Once the script is set up correctly, and assuming your server is also set
correctly, you should be able to access your repository with a URL like:
<b>http://mydomain.org/cgi-bin/repo</b> (assuming the "repo" script is
accessible under "cgi-bin", which would be a typical deployment on Apache
for instance).

To serve multiple repositories from a directory using CGI, use the "directory:"
tag in the CGI script rather than "repository:".   You might also want to add
a "notfound:" tag to tell where to redirect if the particular repository requested
by the URL is not found:

<blockquote><pre>
#!/usr/bin/fossil
directory: /home/fossil/repos
notfound: http://url-to-go-to-if-repo-not-found/
</pre></blockquote>

Once deployed, a URL like: <b>http://mydomain.org/cgi-bin/repo/XYZ</b>
will serve up the repository "/home/fossil/repos/XYZ.fossil" (if it exists).

Additional options available to the CGI script are documented in the
source code.  As of 2017-07-02, the available options are described at
[/artifact/9a52a07b?ln=1777-1824|main.c lines 1777 through 1824].
</blockquote>

<h2 id="scgi">Fossil as SCGI</h2>
<blockquote>

The [/help/server|fossil server] command, described above as a way of
starting a stand-alone web server, can also be used for SCGI.  Simply add
the --scgi command-line option and the stand-alone server will interpret
and respond to the SimpleCGI or SCGI protocol rather than raw HTTP.  This can
be used in combination with a webserver (such as [http://nginx.org|Nginx])
that does not support CGI.  A typical Nginx configuration to support SCGI
with Fossil would look something like this:

<blockquote><pre>
location /demo_project/ {
    include scgi_params;
    scgi_pass localhost:9000;
    scgi_param SCRIPT_NAME "/demo_project";
    scgi_param HTTPS "on";
}
</pre></blockquote>

Note that Fossil requires the SCRIPT_NAME variable
in order to function properly, but Nginx does not provide this
variable by default,
so it is necessary to provide the SCRIPT_NAME parameter in the configuration.
Failure to do this will cause Fossil to return an error.

All of the features of the stand-alone server mode described above,
such as the ability to serve a directory full of Fossil repositories
rather than just a single repository, work the same way in SCGI mode.

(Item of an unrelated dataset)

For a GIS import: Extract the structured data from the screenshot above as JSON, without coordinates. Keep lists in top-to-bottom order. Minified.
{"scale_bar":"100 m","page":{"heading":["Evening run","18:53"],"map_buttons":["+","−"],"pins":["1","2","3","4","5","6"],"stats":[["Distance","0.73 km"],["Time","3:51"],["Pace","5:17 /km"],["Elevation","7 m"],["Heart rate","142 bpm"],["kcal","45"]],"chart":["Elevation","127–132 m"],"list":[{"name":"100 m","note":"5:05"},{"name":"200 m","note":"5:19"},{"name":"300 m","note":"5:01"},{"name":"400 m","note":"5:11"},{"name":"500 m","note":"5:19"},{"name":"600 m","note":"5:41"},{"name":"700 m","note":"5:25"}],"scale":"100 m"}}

For security, it is probably a good idea to add the --localhost option
to the [/help/server|fossil server] command to prevent Fossil from accepting
off-site connections.  One might also want to specify the listening TCP port
number, rather than letting Fossil choose one for itself, just to avoid
ambiguity.  A typical command to start a Fossil SCGI server
would be something like this:

<blockquote><pre>
fossil server $REPOSITORY --scgi --localhost --port 9000
</pre></blockquote>
</blockquote>

<h2 id="tls">Securing a repository with TLS</h2>

<blockquote>
  Fossil's built-in HTTP server (e.g. "fossil server") does not support
  TLS, but there are multiple ways to protect your Fossil server with
  TLS. All of this is covered in a separate document, <a
  href="./ssl.wiki">Using TLS-Encrypted Communications with Fossil</a>.
</blockquote>

<h2 id="loadmgmt">Managing Server Load</h2>

<blockquote>
A Fossil server is very efficient and normally presents a very light
load on the server.
The Fossil [./selfhost.wiki | self-hosting server] is a 1/24th slice VM at
[http://www.linode.com | Linode.com] hosting 65 other repositories in
addition to Fossil (and including some very high-traffic sites such
as [http://www.sqlite.org] and [http://system.data.sqlite.org]) and
it has a typical load of 0.05 to 0.1.  A single HTTP request to Fossil
normally takes less than 10 milliseconds of CPU time to complete, so
requests can be arriving at a continuous rate of 20 or more per second,
and the CPU can still be mostly idle.

However, there are some Fossil web pages that can consume large
amounts of CPU time, especially on repositories with a large number
of files or with long revision histories.  High CPU usage pages include
[/help?cmd=/zip | /zip], [/help?cmd=/tarball | /tarball],
[/help?cmd=/annotate | /annotate] and others.  On very large repositories,
these commands can take 15 seconds or more of CPU time.
If these kinds of requests arrive too quickly, the load average on the
server can grow dramatically, making the server unresponsive.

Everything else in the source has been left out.